#### [WHAT YOU HAVE TO DO]
Each line below that includes the word "Lewis" is to be reported.

#### DATA EXCERPTS ####

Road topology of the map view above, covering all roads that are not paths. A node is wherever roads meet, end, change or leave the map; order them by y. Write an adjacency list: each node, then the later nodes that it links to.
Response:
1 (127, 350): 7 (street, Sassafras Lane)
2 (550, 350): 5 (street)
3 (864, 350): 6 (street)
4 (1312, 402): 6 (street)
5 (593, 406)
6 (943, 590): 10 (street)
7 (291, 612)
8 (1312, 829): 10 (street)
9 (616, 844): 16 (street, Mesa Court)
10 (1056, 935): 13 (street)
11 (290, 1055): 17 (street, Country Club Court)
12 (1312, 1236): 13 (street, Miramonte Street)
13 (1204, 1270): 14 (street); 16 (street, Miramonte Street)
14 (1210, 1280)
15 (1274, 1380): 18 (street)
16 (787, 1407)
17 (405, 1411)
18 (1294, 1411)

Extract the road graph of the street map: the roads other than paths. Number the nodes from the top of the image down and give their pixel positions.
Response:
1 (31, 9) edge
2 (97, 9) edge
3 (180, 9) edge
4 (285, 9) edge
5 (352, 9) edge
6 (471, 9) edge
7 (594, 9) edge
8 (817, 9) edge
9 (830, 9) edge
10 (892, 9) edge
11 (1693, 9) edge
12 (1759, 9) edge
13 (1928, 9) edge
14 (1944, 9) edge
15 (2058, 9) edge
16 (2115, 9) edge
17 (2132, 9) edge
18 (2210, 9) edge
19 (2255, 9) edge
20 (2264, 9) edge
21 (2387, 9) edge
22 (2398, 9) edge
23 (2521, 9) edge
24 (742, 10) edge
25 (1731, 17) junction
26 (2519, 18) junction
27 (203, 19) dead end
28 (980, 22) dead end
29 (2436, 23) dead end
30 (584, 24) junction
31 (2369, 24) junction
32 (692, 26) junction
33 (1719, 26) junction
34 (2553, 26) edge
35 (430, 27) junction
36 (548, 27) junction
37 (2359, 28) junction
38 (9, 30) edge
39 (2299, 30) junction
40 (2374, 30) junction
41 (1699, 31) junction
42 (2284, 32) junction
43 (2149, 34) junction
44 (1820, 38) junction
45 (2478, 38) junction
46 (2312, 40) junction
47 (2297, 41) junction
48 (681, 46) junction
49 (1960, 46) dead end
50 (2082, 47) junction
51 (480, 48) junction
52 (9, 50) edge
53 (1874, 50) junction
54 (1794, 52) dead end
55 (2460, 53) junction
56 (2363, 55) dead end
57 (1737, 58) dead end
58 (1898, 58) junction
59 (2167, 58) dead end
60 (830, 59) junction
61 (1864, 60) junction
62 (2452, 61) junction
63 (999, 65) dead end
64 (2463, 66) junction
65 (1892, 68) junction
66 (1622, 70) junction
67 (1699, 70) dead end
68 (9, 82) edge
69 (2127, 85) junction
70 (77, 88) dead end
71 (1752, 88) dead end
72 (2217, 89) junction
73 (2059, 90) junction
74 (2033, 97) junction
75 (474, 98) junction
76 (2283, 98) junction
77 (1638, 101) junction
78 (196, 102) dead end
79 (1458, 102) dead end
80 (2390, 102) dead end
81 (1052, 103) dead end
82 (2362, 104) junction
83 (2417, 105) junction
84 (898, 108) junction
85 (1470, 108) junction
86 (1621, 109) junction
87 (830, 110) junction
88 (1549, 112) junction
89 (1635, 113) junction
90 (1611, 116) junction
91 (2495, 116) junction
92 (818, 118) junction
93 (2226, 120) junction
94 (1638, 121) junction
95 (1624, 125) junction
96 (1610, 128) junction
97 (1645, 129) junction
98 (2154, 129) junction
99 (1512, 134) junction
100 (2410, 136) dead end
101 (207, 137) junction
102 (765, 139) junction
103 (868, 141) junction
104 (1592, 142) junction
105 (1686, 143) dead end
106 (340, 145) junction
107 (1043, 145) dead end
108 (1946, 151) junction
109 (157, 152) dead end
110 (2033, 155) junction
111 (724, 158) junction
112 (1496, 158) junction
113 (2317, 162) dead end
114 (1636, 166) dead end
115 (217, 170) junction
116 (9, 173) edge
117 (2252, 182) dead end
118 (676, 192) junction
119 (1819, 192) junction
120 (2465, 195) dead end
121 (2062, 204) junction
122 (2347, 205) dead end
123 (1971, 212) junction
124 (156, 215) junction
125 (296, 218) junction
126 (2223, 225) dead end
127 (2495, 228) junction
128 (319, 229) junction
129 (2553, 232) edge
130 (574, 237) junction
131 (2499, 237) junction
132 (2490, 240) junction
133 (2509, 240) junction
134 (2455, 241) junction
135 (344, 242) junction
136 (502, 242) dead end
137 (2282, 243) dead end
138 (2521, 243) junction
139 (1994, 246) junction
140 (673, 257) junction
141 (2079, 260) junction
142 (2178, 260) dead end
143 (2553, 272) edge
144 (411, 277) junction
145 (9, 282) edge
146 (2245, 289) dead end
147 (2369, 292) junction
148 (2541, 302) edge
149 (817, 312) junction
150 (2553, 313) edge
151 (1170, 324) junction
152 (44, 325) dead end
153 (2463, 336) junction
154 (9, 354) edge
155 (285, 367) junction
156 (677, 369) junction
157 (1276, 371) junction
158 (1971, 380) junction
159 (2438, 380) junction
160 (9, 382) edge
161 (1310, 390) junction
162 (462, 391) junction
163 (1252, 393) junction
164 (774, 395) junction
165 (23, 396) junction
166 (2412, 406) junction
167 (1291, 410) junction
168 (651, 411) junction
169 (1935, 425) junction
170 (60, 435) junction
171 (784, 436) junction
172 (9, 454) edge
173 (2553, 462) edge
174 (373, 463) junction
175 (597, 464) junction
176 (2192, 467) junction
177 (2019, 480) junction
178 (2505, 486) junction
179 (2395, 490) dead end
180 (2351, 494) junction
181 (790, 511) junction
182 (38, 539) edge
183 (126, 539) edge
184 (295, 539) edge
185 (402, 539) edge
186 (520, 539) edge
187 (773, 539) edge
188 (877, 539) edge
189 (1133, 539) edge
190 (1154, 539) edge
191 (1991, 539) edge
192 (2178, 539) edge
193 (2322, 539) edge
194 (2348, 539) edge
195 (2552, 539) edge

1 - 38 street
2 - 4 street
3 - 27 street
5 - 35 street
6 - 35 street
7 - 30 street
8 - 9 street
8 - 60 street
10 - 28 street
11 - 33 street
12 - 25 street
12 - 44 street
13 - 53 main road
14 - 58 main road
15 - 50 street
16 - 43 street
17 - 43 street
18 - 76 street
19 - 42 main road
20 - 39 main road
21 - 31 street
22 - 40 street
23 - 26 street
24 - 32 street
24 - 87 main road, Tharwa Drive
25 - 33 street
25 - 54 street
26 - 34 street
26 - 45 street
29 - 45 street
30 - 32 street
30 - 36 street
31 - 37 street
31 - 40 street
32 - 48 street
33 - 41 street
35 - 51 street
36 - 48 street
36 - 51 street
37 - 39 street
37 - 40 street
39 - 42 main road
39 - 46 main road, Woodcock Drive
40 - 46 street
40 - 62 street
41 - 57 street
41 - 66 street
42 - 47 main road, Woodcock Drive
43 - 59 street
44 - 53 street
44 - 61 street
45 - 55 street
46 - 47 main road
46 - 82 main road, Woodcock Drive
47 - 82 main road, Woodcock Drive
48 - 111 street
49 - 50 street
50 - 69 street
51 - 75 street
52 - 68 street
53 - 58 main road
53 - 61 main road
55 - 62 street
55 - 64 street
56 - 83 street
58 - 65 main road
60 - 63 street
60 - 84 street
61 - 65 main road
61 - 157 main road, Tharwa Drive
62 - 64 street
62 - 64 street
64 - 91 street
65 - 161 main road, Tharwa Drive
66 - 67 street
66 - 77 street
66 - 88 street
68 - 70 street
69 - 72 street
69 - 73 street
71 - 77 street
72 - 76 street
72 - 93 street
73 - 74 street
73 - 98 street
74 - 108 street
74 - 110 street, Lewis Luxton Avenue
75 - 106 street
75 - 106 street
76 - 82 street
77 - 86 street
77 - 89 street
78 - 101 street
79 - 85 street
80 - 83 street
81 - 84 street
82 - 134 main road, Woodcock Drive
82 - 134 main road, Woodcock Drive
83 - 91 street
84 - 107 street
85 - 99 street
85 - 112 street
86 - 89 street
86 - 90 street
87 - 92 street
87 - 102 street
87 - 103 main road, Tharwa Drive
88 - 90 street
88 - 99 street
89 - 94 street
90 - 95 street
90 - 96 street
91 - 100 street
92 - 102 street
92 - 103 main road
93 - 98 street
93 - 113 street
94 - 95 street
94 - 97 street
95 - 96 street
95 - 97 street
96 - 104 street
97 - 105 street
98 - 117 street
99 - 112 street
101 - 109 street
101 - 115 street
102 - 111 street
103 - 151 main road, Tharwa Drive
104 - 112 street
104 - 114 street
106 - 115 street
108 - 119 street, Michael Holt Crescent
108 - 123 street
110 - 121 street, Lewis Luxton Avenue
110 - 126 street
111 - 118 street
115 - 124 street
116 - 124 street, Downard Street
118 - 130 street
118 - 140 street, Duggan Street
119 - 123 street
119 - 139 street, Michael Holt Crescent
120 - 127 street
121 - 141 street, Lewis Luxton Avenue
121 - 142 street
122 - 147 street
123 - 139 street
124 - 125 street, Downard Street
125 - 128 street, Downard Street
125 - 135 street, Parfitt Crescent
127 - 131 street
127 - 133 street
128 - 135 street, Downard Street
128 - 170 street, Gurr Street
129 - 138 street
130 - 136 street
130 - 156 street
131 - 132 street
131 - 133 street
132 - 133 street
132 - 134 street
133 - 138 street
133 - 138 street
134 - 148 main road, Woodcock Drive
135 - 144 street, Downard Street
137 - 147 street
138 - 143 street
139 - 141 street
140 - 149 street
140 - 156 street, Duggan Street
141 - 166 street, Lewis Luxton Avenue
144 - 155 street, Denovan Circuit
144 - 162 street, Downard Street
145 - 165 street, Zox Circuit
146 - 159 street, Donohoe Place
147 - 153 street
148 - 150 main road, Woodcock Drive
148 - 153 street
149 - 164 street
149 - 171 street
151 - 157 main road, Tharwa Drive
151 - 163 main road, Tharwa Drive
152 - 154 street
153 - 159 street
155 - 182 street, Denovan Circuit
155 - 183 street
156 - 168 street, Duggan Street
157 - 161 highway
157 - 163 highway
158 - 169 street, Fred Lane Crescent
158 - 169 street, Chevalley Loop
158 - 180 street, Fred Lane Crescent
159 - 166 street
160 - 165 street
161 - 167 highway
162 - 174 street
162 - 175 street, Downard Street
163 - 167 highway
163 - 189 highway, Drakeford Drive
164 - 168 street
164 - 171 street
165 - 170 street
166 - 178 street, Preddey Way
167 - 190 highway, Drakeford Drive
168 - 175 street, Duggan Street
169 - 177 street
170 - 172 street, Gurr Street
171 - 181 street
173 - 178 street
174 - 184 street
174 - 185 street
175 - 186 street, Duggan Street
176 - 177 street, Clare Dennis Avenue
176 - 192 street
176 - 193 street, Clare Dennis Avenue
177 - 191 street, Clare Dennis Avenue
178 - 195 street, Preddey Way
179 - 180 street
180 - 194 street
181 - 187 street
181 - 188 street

####

#### [REPLY]
74 - 110 street, Lewis Luxton Avenue
110 - 121 street, Lewis Luxton Avenue
121 - 141 street, Lewis Luxton Avenue
141 - 166 street, Lewis Luxton Avenue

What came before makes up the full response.